[Problem]
Exact reproductions of all the entries, please, and no pictures.

════

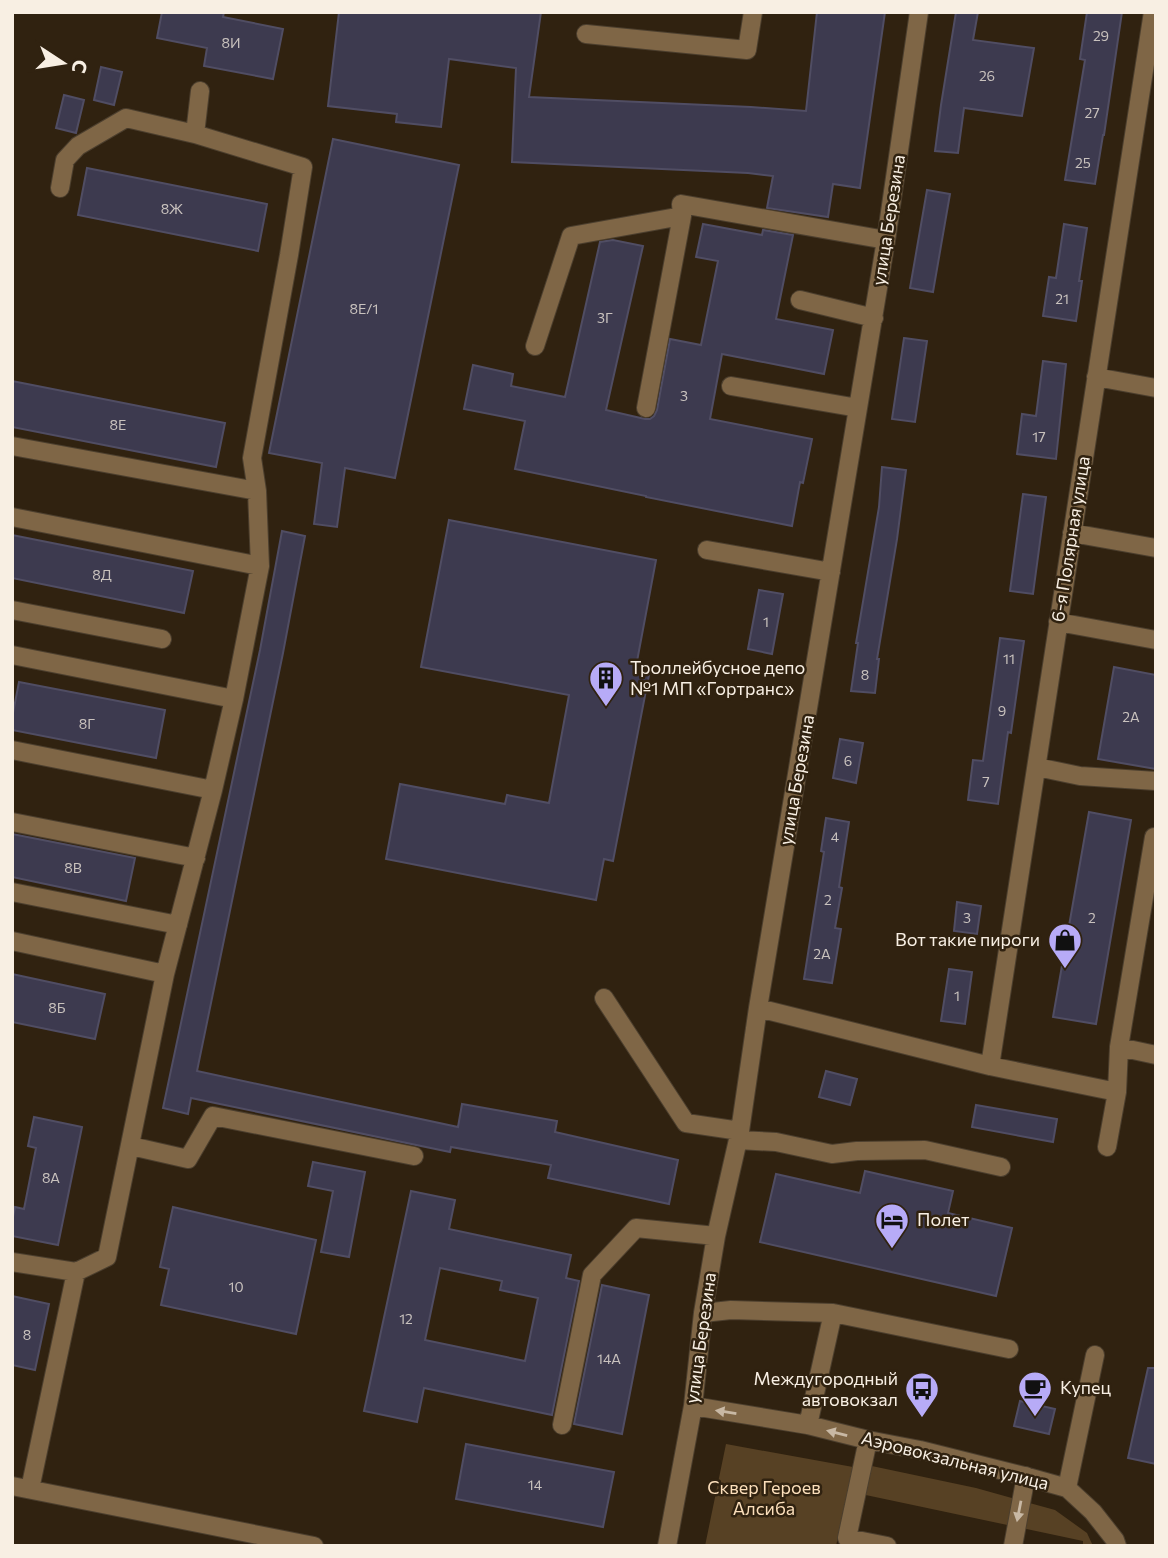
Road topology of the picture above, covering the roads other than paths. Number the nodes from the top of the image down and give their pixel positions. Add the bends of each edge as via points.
1 (753, 12) edge
2 (919, 12) edge
3 (1153, 12) edge
4 (586, 34) dead end
5 (1150, 74) edge
6 (200, 91) dead end
7 (195, 134) junction
8 (60, 188) dead end
9 (682, 216) junction
10 (886, 240) junction
11 (800, 300) dead end
12 (874, 318) junction
13 (535, 346) dead end
14 (1096, 377) junction
15 (731, 386) dead end
16 (1156, 388) edge
17 (646, 408) dead end
18 (858, 408) junction
19 (12, 446) edge
20 (257, 491) junction
21 (12, 517) edge
22 (1072, 533) junction
23 (1156, 548) edge
24 (707, 550) dead end
25 (260, 566) junction
26 (831, 572) junction
27 (12, 610) edge
28 (1059, 622) junction
29 (162, 639) dead end
30 (1156, 640) edge
31 (12, 655) edge
32 (234, 699) junction
33 (12, 750) edge
34 (1037, 767) junction
35 (1156, 781) edge
36 (213, 790) junction
37 (12, 822) edge
38 (1154, 837) dead end
39 (196, 858) junction
40 (12, 892) edge
41 (178, 925) junction
42 (12, 942) edge
43 (165, 974) junction
44 (604, 998) dead end
45 (758, 1008) junction
46 (1119, 1047) junction
47 (1156, 1055) edge
48 (990, 1066) junction
49 (1117, 1092) junction
50 (739, 1135) junction
51 (131, 1146) junction
52 (1107, 1147) dead end
53 (414, 1156) dead end
54 (1001, 1167) dead end
55 (716, 1236) junction
56 (12, 1262) edge
57 (76, 1272) junction
58 (703, 1313) junction
59 (833, 1313) junction
60 (1009, 1349) dead end
61 (1095, 1355) dead end
62 (693, 1406) junction
63 (562, 1425) dead end
64 (808, 1425) junction
65 (868, 1440) junction
66 (1026, 1476) junction
67 (21, 1487) edge
68 (1067, 1488) junction
69 (314, 1546) edge
70 (667, 1546) edge
71 (887, 1546) edge
72 (1013, 1546) edge
73 (1117, 1546) edge

1 - 4 street via 747,50
2 - 10 street, улица Березина
3 - 5 street, 6-я Полярная улица
5 - 14 street, 6-я Полярная улица
6 - 7 street
7 - 8 street via 126,118 78,146 65,160
7 - 20 street via 303,167 252,458
9 - 10 street via 681,204
9 - 13 street via 571,236
9 - 17 street
10 - 12 street, улица Березина
11 - 12 street
12 - 18 street, улица Березина
14 - 16 street
14 - 22 street, 6-я Полярная улица
15 - 18 street
18 - 26 street, улица Березина
19 - 20 street
20 - 25 street
21 - 25 street
22 - 23 street
22 - 28 street, 6-я Полярная улица
24 - 26 street
25 - 32 street
26 - 45 street, улица Березина
27 - 29 street
28 - 30 street
28 - 34 street, 6-я Полярная улица
31 - 32 street
32 - 36 street
33 - 36 street
34 - 35 street via 1080,776
34 - 48 street, 6-я Полярная улица
36 - 39 street
37 - 39 street
38 - 46 street
39 - 41 street
40 - 41 street
41 - 43 street
42 - 43 street
43 - 51 street
44 - 50 street via 686,1123
45 - 48 street
45 - 50 street, улица Березина
46 - 47 street
46 - 49 street
48 - 49 street
49 - 52 street
50 - 54 street via 832,1154 925,1150
50 - 55 street, улица Березина
51 - 53 street via 188,1159 213,1116
51 - 57 street via 107,1257
55 - 58 street, улица Березина
55 - 63 street via 636,1228 592,1275
56 - 57 street
57 - 67 street
58 - 59 street
58 - 62 street, улица Березина
59 - 60 street
59 - 64 street
61 - 68 street
64 -> 62 street, Аэровокзальная улица
62 - 70 street, улица Березина
65 -> 64 street, Аэровокзальная улица
65 - 66 street, Аэровокзальная улица
65 - 71 street via 847,1538
66 - 68 street, Аэровокзальная улица
66 -> 72 street
67 - 69 street
68 - 73 street, Аэровокзальная улица via 1093,1512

════

[Solution to this problem]
Road topology of the picture above, covering the roads other than paths. Number the nodes from the top of the image down and give their pixel positions. Add the bends of each edge as via points.
1 (753, 12) edge
2 (919, 12) edge
3 (1153, 12) edge
4 (586, 34) dead end
5 (1150, 74) edge
6 (200, 91) dead end
7 (195, 134) junction
8 (60, 188) dead end
9 (682, 216) junction
10 (886, 240) junction
11 (800, 300) dead end
12 (874, 318) junction
13 (535, 346) dead end
14 (1096, 377) junction
15 (731, 386) dead end
16 (1156, 388) edge
17 (646, 408) dead end
18 (858, 408) junction
19 (12, 446) edge
20 (257, 491) junction
21 (12, 517) edge
22 (1072, 533) junction
23 (1156, 548) edge
24 (707, 550) dead end
25 (260, 566) junction
26 (831, 572) junction
27 (12, 610) edge
28 (1059, 622) junction
29 (162, 639) dead end
30 (1156, 640) edge
31 (12, 655) edge
32 (234, 699) junction
33 (12, 750) edge
34 (1037, 767) junction
35 (1156, 781) edge
36 (213, 790) junction
37 (12, 822) edge
38 (1154, 837) dead end
39 (196, 858) junction
40 (12, 892) edge
41 (178, 925) junction
42 (12, 942) edge
43 (165, 974) junction
44 (604, 998) dead end
45 (758, 1008) junction
46 (1119, 1047) junction
47 (1156, 1055) edge
48 (990, 1066) junction
49 (1117, 1092) junction
50 (739, 1135) junction
51 (131, 1146) junction
52 (1107, 1147) dead end
53 (414, 1156) dead end
54 (1001, 1167) dead end
55 (716, 1236) junction
56 (12, 1262) edge
57 (76, 1272) junction
58 (703, 1313) junction
59 (833, 1313) junction
60 (1009, 1349) dead end
61 (1095, 1355) dead end
62 (693, 1406) junction
63 (562, 1425) dead end
64 (808, 1425) junction
65 (868, 1440) junction
66 (1026, 1476) junction
67 (21, 1487) edge
68 (1067, 1488) junction
69 (314, 1546) edge
70 (667, 1546) edge
71 (887, 1546) edge
72 (1013, 1546) edge
73 (1117, 1546) edge

1 - 4 street via 747,50
2 - 10 street, улица Березина
3 - 5 street, 6-я Полярная улица
5 - 14 street, 6-я Полярная улица
6 - 7 street
7 - 8 street via 126,118 78,146 65,160
7 - 20 street via 303,167 252,458
9 - 10 street via 681,204
9 - 13 street via 571,236
9 - 17 street
10 - 12 street, улица Березина
11 - 12 street
12 - 18 street, улица Березина
14 - 16 street
14 - 22 street, 6-я Полярная улица
15 - 18 street
18 - 26 street, улица Березина
19 - 20 street
20 - 25 street
21 - 25 street
22 - 23 street
22 - 28 street, 6-я Полярная улица
24 - 26 street
25 - 32 street
26 - 45 street, улица Березина
27 - 29 street
28 - 30 street
28 - 34 street, 6-я Полярная улица
31 - 32 street
32 - 36 street
33 - 36 street
34 - 35 street via 1080,776
34 - 48 street, 6-я Полярная улица
36 - 39 street
37 - 39 street
38 - 46 street
39 - 41 street
40 - 41 street
41 - 43 street
42 - 43 street
43 - 51 street
44 - 50 street via 686,1123
45 - 48 street
45 - 50 street, улица Березина
46 - 47 street
46 - 49 street
48 - 49 street
49 - 52 street
50 - 54 street via 832,1154 925,1150
50 - 55 street, улица Березина
51 - 53 street via 188,1159 213,1116
51 - 57 street via 107,1257
55 - 58 street, улица Березина
55 - 63 street via 636,1228 592,1275
56 - 57 street
57 - 67 street
58 - 59 street
58 - 62 street, улица Березина
59 - 60 street
59 - 64 street
61 - 68 street
64 -> 62 street, Аэровокзальная улица
62 - 70 street, улица Березина
65 -> 64 street, Аэровокзальная улица
65 - 66 street, Аэровокзальная улица
65 - 71 street via 847,1538
66 - 68 street, Аэровокзальная улица
66 -> 72 street
67 - 69 street
68 - 73 street, Аэровокзальная улица via 1093,1512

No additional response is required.